**Work to be completed:** Nothing but the lines from the one containing "Write the network" through the final line of the listing should appear in the answer, each exactly as written.

**Dataset:**

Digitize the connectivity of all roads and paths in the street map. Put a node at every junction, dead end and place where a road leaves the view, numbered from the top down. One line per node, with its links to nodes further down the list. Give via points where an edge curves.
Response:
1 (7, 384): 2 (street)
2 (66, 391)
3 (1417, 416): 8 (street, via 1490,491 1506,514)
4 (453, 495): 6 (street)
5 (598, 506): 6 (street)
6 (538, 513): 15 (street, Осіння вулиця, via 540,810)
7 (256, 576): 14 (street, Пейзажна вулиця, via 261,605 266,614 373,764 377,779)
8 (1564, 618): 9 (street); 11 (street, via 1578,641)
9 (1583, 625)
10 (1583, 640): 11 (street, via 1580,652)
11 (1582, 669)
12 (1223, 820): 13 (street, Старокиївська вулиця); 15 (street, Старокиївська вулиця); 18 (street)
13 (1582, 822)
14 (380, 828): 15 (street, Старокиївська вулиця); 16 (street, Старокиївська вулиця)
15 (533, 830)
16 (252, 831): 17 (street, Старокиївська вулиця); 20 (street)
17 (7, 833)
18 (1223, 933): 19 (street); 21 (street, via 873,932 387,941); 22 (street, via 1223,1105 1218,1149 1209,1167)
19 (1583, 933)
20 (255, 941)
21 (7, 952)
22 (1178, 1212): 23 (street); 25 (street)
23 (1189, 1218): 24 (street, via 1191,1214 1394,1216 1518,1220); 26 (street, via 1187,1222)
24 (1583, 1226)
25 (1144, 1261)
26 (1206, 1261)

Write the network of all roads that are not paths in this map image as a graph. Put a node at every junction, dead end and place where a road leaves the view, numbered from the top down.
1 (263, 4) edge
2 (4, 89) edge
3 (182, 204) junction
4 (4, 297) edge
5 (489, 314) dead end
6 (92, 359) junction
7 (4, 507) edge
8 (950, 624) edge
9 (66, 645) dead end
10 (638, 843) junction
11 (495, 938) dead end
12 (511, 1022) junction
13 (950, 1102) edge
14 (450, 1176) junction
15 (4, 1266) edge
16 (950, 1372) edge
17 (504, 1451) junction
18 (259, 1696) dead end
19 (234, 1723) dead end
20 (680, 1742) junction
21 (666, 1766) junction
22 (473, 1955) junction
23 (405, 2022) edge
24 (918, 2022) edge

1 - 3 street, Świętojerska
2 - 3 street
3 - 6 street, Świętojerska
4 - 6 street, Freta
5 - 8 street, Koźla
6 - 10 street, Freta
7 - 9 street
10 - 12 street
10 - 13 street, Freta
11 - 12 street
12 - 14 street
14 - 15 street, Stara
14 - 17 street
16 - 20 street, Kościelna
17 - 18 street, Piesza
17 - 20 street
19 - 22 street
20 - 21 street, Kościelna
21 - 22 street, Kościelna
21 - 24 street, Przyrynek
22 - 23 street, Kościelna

**Answer to this exercise:**
Write the network of all roads that are not paths in this map image as a graph. Put a node at every junction, dead end and place where a road leaves the view, numbered from the top down.
1 (263, 4) edge
2 (4, 89) edge
3 (182, 204) junction
4 (4, 297) edge
5 (489, 314) dead end
6 (92, 359) junction
7 (4, 507) edge
8 (950, 624) edge
9 (66, 645) dead end
10 (638, 843) junction
11 (495, 938) dead end
12 (511, 1022) junction
13 (950, 1102) edge
14 (450, 1176) junction
15 (4, 1266) edge
16 (950, 1372) edge
17 (504, 1451) junction
18 (259, 1696) dead end
19 (234, 1723) dead end
20 (680, 1742) junction
21 (666, 1766) junction
22 (473, 1955) junction
23 (405, 2022) edge
24 (918, 2022) edge

1 - 3 street, Świętojerska
2 - 3 street
3 - 6 street, Świętojerska
4 - 6 street, Freta
5 - 8 street, Koźla
6 - 10 street, Freta
7 - 9 street
10 - 12 street
10 - 13 street, Freta
11 - 12 street
12 - 14 street
14 - 15 street, Stara
14 - 17 street
16 - 20 street, Kościelna
17 - 18 street, Piesza
17 - 20 street
19 - 22 street
20 - 21 street, Kościelna
21 - 22 street, Kościelna
21 - 24 street, Przyrynek
22 - 23 street, Kościelna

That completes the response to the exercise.